Ana's Story
- Author: Jenna Bush
- Illustrator: Mia Baxter
- Publisher: HarperCollins
- Publication date: September 28, 2007
- Media type: Hardcover
- Pages: 304
- ISBN: 978-0-06-137908-6
- OCLC: 149005146

= Ana's Story =

Book by Jenna Bush Hager

Ana's Story: A Journey of Hope is a non-fiction book, by Jenna Bush, daughter of U.S. President George W. Bush. Ana's Story is the account of a 17-year-old mother who was born with HIV. Bush met Ana, identified only by her first name, while an intern for UNICEF in Latin America. Because of discrimination against AIDS victims, some names and details in the story were altered to protect the subjects.

== Contents ==
The book tells the story of Ana whose first memory is of learning that her baby sister has died. Ana's parents die of AIDS as well, and Ana is raised by an abusive grandmother whose boyfriend molested her. Ana learns at age 10 that she has HIV, but is told that it must be kept secret. By 17, Ana has a child of her own (HIV-negative) and is struggling to survive.

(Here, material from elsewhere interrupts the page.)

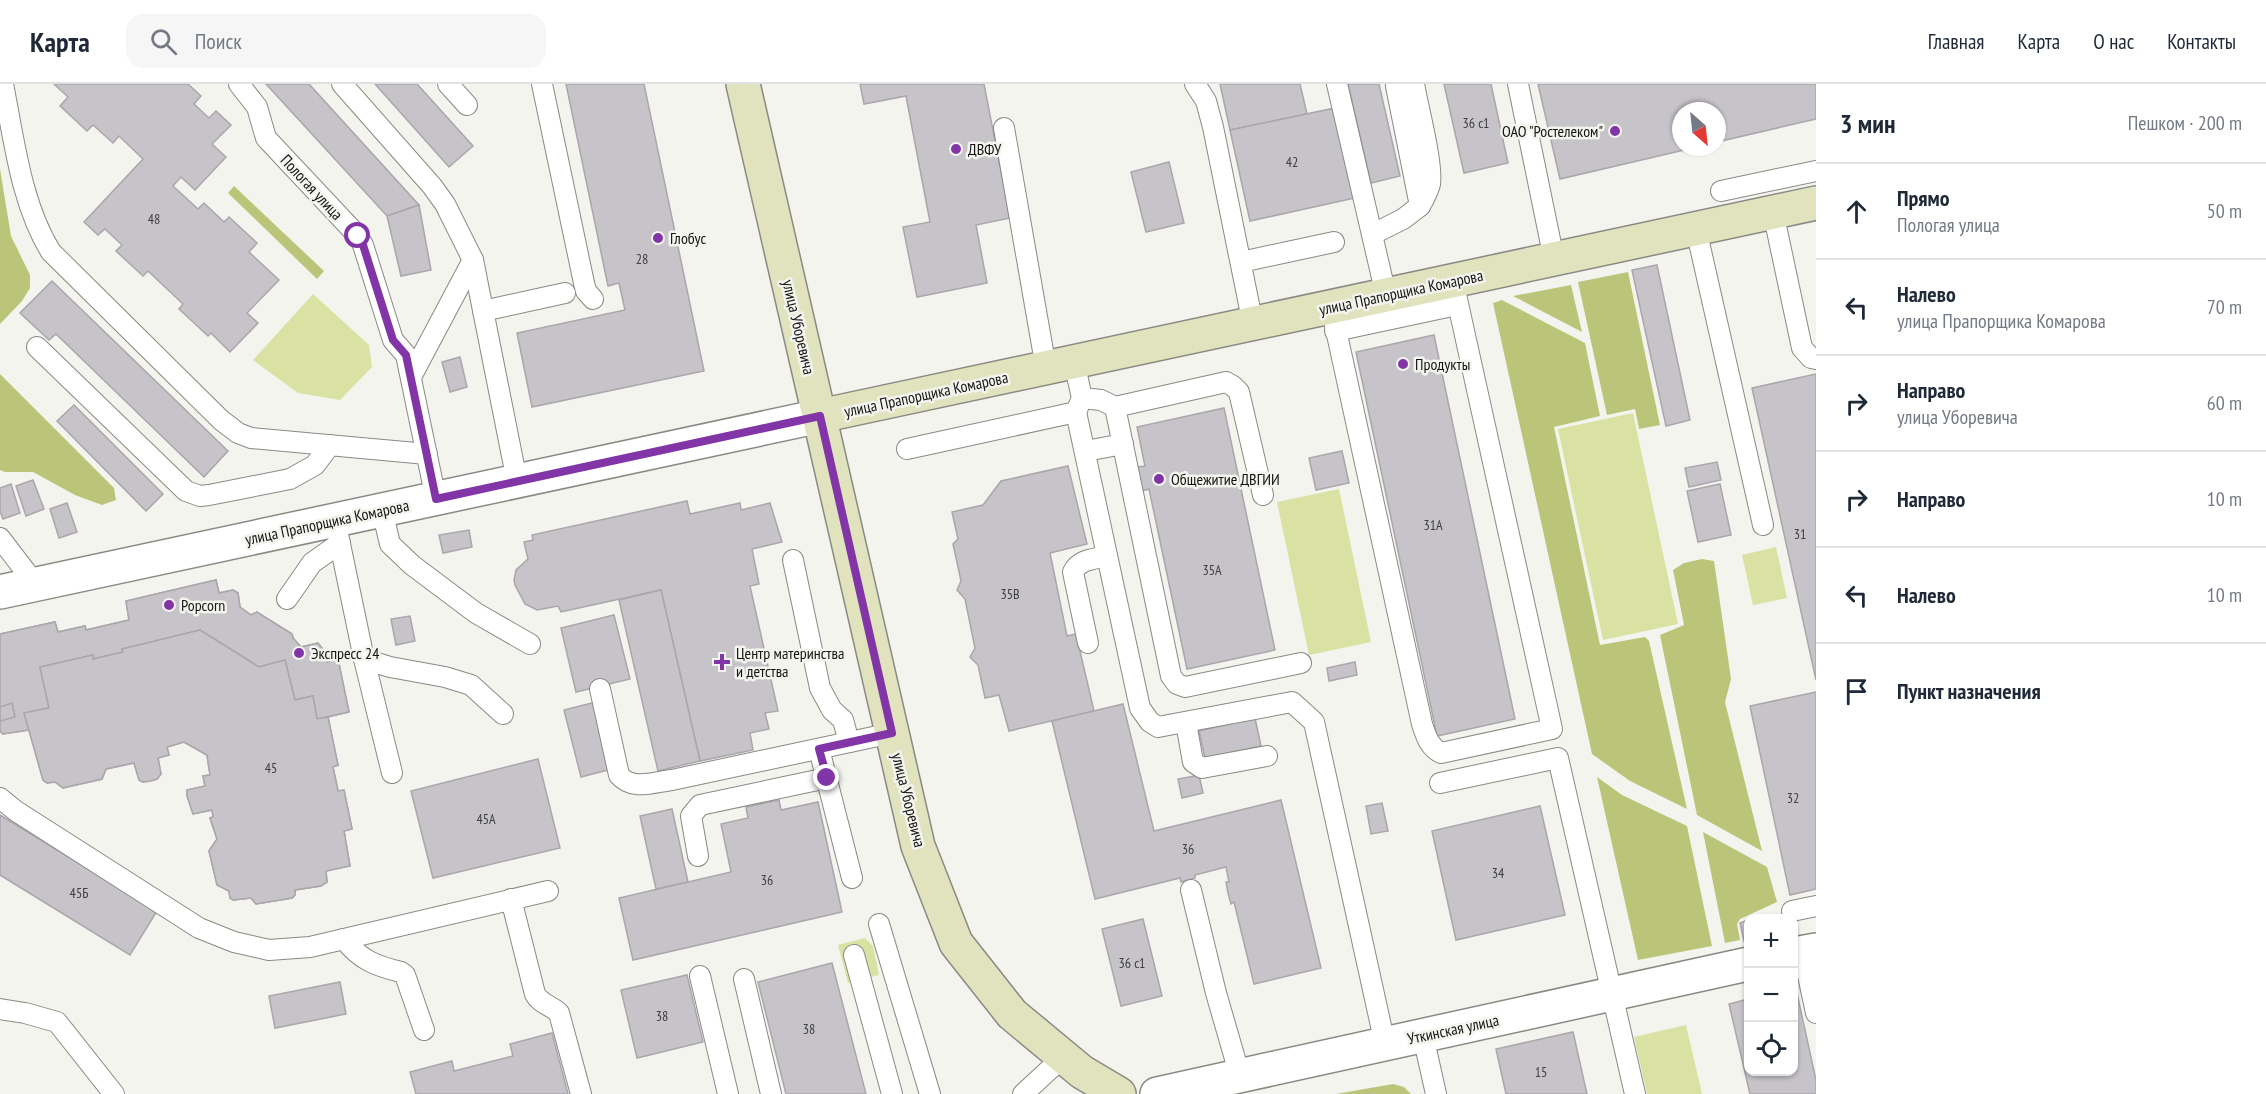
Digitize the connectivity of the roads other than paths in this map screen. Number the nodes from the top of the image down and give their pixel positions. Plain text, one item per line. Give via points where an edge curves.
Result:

The book consists of 102 chapters, some as short as a few sentences, and includes 49 pictures from Mia Baxter. The book also consists of 35 pages of information about UNICEF and AIDS-prevention.

== Promotional tour ==
To promote the large printing, HarperCollins arranged a 25-city book tour for Bush. Bush also gave interviews to 20/20 with Diane Sawyer, The Washington Post and People Magazine. At Bush's first bookstore appearance in Annapolis, Maryland, a line formed at 9 a.m. for a 2 p.m. book signing. Bush has said that her share of the proceeds will be donated to UNICEF.

== Bush and UN programs ==
Some critics have noted that Jenna Bush's father, President George W. Bush has had a relationship with the United Nations that many consider combative and criticized Jenna for not taking a stand on this issue. An example is that the Bush administration declined to fund the United Nations Population Fund (UNFPA) which funds various HIV prevention programs on the grounds that the UNFPA has funded coercive abortions in China. Although the State Department disputed the allegation, the administration in fact has withheld $195 million in funds to the organization. Bush has generally declined to discuss her father's politics, though she did say "I'm not my dad," and "I can tell you that UNICEF is doing incredible work." One critic has noted that such statements could be considered "visiting the sins of the father on the daughter."